Salah Hachad (صالح حشاد; 1938 – 13 September 2025) was a Moroccan fighter pilot and squadron leader in the Royal Moroccan Air Force. One of the country’s earliest jet aviators, he became embroiled—willingly or otherwise—in the 1972 Moroccan coup attempt, was sentenced to twenty years’ imprisonment and spent eighteen of them in the secret Tazmamart desert jail. Freed in 1991, he later recounted his experiences in a widely viewed 2009 televised interview series.

== Early life and education ==
Hachad was born in 1938 in the village of Oulad Ayyach near Beni Mellal.
He entered the Royal Military Academy in Marrakesh in February 1957 and completed fighter-pilot training in France in 1959.

== Military career ==
- 1960–1965: Flew Soviet-supplied MiG fighters donated to King Mohammed V, giving their farewell display in 1965 after Morocco pivoted to U.S. equipment.
- 1965–1967: Re-trained on the Northrop F-5 at Vance Air Force Base, Oklahoma, graduating top of his class and receiving the unit’s Top Gun shield.
- 1968–1969: Completed a year’s advanced course at Air University, Maxwell AFB, Alabama, and flew in the graduation show as the only non-American pilot.

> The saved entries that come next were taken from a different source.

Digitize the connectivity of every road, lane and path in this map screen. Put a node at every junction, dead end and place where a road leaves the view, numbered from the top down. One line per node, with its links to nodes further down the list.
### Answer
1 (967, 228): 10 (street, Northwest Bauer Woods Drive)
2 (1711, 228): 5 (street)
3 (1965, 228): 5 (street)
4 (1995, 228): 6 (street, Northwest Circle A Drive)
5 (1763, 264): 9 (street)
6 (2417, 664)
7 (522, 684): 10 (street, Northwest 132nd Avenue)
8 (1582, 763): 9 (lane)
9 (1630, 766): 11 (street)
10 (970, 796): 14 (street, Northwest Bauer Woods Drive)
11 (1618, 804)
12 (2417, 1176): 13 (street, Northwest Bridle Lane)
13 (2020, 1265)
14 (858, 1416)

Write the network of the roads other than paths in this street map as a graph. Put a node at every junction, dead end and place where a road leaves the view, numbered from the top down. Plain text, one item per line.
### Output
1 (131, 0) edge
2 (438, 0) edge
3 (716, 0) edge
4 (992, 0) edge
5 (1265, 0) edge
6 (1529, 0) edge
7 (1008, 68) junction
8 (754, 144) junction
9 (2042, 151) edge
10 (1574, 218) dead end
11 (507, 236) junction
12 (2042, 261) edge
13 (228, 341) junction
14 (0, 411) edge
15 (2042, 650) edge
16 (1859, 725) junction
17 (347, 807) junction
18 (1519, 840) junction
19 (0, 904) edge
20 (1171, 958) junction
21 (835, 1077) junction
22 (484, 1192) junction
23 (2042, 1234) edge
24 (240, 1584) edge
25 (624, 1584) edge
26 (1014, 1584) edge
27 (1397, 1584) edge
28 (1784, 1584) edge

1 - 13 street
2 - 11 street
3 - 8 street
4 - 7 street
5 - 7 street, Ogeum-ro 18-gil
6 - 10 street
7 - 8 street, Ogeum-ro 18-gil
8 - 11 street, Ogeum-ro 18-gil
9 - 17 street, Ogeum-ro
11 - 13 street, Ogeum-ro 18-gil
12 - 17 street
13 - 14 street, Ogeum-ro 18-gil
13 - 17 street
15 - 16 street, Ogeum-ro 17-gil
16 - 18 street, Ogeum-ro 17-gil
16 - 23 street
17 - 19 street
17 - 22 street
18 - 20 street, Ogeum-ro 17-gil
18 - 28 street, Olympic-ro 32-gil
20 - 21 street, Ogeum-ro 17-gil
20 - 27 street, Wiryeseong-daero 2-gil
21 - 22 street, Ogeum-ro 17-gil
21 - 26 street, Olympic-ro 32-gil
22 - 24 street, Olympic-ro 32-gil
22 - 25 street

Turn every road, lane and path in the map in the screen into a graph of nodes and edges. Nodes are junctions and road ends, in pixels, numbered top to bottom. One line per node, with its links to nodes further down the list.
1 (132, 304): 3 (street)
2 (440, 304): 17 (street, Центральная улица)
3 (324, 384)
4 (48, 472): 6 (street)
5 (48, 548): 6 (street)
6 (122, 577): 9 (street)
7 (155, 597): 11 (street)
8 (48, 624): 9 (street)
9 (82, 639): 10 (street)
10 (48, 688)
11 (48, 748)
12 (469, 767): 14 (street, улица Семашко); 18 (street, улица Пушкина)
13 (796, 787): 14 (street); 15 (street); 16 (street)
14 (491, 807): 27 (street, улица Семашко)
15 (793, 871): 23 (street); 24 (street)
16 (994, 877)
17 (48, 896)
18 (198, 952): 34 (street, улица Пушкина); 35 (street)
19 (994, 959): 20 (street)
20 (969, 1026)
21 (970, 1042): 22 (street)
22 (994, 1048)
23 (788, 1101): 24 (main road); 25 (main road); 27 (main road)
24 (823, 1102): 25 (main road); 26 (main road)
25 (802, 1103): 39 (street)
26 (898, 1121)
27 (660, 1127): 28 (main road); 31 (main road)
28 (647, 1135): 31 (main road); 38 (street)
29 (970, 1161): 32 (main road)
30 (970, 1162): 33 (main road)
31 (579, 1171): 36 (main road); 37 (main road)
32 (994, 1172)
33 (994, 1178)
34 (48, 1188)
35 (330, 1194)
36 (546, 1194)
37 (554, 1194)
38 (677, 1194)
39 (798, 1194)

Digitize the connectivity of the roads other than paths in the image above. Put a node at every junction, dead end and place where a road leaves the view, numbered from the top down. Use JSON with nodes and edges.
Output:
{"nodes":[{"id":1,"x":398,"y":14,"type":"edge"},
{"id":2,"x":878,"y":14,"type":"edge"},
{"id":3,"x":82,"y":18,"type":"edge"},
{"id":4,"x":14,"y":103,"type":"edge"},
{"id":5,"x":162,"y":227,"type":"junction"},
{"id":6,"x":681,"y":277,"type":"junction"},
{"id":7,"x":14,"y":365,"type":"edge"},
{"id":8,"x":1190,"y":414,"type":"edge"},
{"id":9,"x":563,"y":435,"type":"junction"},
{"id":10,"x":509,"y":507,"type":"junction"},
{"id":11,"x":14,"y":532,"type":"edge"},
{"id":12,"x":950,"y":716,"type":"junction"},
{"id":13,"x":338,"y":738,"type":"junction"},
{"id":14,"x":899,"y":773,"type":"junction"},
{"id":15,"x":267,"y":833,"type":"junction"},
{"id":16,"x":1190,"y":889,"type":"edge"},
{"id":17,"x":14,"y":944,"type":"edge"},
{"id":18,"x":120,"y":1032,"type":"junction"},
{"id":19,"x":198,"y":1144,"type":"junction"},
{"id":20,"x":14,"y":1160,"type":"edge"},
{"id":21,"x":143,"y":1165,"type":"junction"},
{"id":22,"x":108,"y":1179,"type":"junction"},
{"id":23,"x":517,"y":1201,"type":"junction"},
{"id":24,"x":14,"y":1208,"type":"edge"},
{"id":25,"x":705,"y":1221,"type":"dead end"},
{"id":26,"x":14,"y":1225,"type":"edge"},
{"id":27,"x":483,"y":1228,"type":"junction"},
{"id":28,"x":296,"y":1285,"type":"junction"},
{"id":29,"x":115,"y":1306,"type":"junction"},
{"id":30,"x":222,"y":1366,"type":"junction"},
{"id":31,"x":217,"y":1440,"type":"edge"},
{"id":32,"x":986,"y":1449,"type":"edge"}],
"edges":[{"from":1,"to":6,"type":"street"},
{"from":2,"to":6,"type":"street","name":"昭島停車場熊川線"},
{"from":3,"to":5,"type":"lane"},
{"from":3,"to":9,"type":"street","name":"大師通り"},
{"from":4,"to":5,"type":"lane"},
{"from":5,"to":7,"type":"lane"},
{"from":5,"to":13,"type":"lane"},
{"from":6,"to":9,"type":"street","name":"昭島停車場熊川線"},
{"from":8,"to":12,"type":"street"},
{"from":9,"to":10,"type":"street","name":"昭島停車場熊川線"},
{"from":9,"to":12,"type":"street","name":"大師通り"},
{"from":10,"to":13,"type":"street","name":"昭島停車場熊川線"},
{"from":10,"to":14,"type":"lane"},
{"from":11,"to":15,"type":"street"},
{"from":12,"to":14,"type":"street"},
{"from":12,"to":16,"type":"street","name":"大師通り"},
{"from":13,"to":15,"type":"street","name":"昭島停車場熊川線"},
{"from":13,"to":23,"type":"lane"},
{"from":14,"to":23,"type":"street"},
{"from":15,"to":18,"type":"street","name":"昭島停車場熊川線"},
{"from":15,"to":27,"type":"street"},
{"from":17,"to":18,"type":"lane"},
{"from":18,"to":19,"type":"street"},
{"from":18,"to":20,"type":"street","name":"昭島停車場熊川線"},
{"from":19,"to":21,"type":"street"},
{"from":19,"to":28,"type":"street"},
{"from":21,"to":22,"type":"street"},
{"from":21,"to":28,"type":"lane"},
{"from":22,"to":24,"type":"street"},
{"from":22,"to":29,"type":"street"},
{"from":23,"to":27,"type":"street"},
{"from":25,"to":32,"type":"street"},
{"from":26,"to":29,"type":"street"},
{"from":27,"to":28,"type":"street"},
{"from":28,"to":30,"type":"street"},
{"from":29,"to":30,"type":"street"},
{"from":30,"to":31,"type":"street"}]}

By 1972 he was squadron leader at Kenitra Air Base and regarded as one of Morocco’s best aviators.

== 1972 coup attempt ==

On 16 August 1972 four F-5 fighters from Hachad’s escort formation opened fire on King Hassan II’s Boeing 727 as it entered Moroccan airspace from France; the aircraft was riddled with cannon fire but landed safely at Rabat–Salé Airport.

Hachad and other surviving air-force officers were arrested, tried by court-martial and sentenced to twenty years in prison.

== Imprisonment in Tazmamart ==
From 1973 to 1991 Hachad was held in the clandestine Tazmamart prison. Fellow detainee Ahmed Marzouki recalled that in 1979 Hachad and pilot M’barek Touil secretly contacted their wives, enabling medicine and news from the outside world to reach the jail.
Jeremy Harding likewise notes that “Salah Hachad … began receiving medicines: his wife, Aïda, a pharmacist, had bribed the guards.”

== Release, later life and death ==
Hachad was freed in September 1991 amid a broader political thaw and lived quietly until 2009, when he gave an eleven-episode interview on the Al Jazeera programme Shāhid ʿalā al-ʿAṣr (“Witness to History”), bringing his story to a wide Arabic-speaking audience.

He later resided in Morocco and occasionally spoke at human rights events. Hachad died in Kenitra on 13 September 2025, at the age of 86.

== Legacy ==
Hachad’s testimony is cited in scholarly work on the “Years of Lead” and on prison memory in Morocco.